Saved data entries
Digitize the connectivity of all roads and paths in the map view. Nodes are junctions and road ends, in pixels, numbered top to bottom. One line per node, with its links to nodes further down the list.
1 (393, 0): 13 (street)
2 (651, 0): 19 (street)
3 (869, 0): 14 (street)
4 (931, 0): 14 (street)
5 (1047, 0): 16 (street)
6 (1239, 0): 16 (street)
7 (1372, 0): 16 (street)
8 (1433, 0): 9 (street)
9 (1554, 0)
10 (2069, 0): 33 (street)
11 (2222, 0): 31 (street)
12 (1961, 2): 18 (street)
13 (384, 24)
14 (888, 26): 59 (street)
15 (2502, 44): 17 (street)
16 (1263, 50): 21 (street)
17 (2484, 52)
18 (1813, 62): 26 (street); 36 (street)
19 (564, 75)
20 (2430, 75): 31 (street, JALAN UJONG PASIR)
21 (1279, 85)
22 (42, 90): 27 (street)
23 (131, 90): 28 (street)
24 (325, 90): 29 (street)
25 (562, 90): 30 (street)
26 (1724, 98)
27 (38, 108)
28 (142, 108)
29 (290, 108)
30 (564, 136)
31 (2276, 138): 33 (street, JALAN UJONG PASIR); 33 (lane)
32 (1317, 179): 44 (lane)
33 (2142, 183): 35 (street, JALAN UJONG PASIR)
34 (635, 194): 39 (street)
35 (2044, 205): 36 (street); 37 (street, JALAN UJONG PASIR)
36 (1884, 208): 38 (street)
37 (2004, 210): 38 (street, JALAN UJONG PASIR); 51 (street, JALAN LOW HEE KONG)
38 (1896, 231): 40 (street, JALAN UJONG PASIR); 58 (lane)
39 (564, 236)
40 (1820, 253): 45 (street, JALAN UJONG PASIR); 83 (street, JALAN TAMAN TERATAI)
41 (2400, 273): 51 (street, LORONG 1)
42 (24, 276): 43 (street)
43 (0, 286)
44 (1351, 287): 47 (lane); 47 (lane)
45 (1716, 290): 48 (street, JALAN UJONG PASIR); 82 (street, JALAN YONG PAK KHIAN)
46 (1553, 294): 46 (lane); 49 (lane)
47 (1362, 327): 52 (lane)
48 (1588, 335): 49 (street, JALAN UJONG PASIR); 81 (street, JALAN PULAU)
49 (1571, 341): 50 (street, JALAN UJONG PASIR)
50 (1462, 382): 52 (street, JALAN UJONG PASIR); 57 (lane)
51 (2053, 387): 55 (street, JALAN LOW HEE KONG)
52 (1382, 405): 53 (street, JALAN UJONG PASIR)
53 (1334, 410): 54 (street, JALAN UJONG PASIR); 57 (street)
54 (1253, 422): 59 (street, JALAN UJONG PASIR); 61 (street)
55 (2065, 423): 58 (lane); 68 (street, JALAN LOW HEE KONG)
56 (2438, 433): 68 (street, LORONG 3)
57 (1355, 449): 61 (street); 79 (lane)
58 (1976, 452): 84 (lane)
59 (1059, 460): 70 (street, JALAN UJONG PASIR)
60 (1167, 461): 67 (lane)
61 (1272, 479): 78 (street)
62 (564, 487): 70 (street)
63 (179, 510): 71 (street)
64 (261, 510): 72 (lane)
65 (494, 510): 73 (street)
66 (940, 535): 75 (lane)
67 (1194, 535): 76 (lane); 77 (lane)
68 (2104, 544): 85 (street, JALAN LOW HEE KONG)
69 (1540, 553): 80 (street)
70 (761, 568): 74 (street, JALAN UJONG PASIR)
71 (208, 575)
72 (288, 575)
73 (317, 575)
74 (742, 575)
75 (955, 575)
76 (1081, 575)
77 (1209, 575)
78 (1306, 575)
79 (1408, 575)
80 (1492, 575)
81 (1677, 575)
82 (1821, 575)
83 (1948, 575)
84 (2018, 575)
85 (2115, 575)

## TASK TO CARRY OUT
In the records above, how many lines include the string "KONG"? Answer with only the number.

## EXERCISE ANSWER
4